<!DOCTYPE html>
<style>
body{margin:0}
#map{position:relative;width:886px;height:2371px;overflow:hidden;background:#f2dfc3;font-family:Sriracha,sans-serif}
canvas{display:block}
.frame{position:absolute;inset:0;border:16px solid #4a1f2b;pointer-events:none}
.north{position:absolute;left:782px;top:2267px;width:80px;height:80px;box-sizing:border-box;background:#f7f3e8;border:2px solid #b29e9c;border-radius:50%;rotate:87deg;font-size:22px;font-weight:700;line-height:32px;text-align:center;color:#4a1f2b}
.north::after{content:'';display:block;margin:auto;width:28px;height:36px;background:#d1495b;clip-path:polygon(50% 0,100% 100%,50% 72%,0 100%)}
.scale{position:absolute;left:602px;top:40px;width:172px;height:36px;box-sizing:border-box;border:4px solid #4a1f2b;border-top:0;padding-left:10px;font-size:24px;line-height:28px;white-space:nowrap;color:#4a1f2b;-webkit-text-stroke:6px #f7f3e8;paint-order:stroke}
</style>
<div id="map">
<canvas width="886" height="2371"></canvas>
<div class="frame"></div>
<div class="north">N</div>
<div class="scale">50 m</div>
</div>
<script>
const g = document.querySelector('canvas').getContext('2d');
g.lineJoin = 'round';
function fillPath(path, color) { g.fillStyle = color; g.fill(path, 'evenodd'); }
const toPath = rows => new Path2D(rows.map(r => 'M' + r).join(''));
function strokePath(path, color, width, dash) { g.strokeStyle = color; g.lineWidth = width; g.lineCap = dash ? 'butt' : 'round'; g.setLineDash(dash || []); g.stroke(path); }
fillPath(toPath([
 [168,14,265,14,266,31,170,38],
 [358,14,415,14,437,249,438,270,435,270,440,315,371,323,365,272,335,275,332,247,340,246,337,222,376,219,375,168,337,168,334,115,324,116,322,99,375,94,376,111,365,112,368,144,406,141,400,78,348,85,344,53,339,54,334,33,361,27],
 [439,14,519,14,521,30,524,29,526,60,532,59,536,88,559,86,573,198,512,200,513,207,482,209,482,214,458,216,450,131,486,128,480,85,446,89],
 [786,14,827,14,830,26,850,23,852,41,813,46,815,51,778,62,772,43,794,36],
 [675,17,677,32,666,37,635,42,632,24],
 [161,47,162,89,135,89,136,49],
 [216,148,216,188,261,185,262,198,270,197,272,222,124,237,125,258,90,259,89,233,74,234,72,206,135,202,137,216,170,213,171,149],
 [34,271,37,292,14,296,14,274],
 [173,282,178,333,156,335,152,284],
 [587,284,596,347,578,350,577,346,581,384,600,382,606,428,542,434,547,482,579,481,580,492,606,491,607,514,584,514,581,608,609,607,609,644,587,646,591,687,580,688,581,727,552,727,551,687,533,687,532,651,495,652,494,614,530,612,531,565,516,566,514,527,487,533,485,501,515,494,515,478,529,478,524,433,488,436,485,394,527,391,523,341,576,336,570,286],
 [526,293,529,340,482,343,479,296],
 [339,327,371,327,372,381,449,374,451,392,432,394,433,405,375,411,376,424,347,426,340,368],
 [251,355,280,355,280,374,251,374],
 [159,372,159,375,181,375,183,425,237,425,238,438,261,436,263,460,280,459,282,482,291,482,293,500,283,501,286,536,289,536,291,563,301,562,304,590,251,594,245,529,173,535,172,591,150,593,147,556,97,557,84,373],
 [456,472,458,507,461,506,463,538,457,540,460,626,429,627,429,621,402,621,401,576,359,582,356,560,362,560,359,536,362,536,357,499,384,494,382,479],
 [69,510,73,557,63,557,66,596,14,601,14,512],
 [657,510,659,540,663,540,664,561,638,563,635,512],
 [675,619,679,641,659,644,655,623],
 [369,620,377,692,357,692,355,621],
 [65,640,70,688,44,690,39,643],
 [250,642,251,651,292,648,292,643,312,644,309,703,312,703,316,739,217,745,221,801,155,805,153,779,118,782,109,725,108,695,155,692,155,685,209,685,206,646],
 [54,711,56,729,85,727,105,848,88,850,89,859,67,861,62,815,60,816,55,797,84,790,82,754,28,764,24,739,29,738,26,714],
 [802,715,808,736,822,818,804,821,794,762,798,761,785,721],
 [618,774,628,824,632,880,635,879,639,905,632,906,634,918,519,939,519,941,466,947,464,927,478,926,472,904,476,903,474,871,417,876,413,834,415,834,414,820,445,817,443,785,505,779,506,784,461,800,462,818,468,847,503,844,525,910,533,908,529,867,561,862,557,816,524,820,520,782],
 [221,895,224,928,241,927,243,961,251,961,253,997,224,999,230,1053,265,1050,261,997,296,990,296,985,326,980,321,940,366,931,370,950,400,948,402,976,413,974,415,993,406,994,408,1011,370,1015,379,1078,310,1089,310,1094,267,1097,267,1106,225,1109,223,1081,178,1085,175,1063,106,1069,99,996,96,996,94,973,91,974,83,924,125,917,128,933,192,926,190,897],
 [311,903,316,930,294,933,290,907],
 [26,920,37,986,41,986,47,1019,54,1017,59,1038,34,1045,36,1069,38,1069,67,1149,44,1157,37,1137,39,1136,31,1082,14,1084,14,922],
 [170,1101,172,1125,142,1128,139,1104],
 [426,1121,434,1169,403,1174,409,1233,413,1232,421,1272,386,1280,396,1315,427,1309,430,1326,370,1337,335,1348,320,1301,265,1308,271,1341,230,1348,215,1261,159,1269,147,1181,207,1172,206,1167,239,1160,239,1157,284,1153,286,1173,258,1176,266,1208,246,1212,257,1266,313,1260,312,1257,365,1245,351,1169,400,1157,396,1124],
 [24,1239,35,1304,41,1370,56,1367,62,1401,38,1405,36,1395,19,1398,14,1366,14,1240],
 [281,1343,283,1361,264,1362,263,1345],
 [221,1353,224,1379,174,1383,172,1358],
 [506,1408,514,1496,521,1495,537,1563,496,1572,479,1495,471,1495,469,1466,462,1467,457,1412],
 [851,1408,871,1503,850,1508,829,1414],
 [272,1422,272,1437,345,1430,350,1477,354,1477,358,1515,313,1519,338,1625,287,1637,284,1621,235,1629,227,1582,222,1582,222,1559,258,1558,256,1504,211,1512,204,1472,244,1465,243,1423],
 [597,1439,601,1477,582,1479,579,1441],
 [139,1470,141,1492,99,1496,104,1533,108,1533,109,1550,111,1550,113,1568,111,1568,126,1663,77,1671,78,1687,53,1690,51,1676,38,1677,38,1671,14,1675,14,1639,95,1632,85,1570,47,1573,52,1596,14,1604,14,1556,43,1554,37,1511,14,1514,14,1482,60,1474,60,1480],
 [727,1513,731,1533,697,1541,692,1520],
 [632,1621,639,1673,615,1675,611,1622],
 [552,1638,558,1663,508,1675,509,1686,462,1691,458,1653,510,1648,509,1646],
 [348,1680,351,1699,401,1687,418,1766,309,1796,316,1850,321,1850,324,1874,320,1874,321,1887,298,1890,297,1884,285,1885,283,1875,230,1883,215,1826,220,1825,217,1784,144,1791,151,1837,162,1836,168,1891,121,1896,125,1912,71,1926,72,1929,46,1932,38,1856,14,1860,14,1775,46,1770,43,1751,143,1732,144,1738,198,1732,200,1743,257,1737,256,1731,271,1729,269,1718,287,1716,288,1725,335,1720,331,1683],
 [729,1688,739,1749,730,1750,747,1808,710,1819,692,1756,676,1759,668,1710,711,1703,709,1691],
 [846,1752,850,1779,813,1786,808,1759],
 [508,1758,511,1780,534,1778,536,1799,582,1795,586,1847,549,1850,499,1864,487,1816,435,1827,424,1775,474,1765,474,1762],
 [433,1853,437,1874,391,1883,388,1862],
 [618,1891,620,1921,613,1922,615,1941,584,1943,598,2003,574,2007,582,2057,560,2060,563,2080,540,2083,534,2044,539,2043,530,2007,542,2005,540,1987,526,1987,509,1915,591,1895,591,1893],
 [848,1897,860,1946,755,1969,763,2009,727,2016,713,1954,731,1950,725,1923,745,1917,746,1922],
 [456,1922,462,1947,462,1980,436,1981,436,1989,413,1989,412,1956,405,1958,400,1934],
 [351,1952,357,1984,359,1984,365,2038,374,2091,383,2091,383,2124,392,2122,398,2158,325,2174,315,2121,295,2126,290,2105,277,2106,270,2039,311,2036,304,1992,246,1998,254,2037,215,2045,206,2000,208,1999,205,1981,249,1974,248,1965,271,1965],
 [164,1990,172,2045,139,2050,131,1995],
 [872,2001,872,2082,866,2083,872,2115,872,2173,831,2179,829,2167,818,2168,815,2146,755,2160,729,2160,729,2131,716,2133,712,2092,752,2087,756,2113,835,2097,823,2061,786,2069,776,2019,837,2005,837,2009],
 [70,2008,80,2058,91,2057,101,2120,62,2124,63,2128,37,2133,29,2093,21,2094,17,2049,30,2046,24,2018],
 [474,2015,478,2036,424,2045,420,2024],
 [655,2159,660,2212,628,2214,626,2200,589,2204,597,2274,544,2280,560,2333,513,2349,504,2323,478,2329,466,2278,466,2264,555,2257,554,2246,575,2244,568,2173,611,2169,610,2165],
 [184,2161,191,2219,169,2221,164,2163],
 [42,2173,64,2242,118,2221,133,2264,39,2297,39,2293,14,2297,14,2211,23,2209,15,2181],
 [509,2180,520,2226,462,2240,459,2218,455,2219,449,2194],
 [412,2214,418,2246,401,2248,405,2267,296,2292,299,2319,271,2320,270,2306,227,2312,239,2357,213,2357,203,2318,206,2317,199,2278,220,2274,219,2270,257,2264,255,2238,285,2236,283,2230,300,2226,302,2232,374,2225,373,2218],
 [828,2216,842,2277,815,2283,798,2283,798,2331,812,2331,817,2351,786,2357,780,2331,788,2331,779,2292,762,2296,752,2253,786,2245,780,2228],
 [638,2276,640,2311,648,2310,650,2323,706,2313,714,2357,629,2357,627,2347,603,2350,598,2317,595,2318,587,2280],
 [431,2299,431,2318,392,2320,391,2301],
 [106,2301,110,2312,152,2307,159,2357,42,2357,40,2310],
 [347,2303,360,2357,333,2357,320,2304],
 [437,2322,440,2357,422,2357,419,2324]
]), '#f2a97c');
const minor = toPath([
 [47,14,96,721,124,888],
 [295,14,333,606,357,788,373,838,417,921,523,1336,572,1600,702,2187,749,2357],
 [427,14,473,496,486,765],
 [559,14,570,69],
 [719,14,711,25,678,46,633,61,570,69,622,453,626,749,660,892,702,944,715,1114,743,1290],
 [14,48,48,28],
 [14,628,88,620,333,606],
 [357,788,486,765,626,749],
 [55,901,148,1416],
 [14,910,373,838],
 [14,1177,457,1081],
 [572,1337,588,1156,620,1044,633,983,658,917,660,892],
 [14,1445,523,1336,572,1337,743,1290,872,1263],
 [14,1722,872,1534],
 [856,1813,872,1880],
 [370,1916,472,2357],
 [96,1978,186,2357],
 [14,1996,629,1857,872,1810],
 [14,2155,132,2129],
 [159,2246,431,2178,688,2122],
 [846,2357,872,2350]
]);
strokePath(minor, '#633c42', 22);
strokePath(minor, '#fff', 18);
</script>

EXERCISE GOAL:
For each line of the data that includes the word "canvas", return a copy of it.

TASK ANSWER:
canvas{display:block}
<canvas width="886" height="2371"></canvas>
const g = document.querySelector('canvas').getContext('2d');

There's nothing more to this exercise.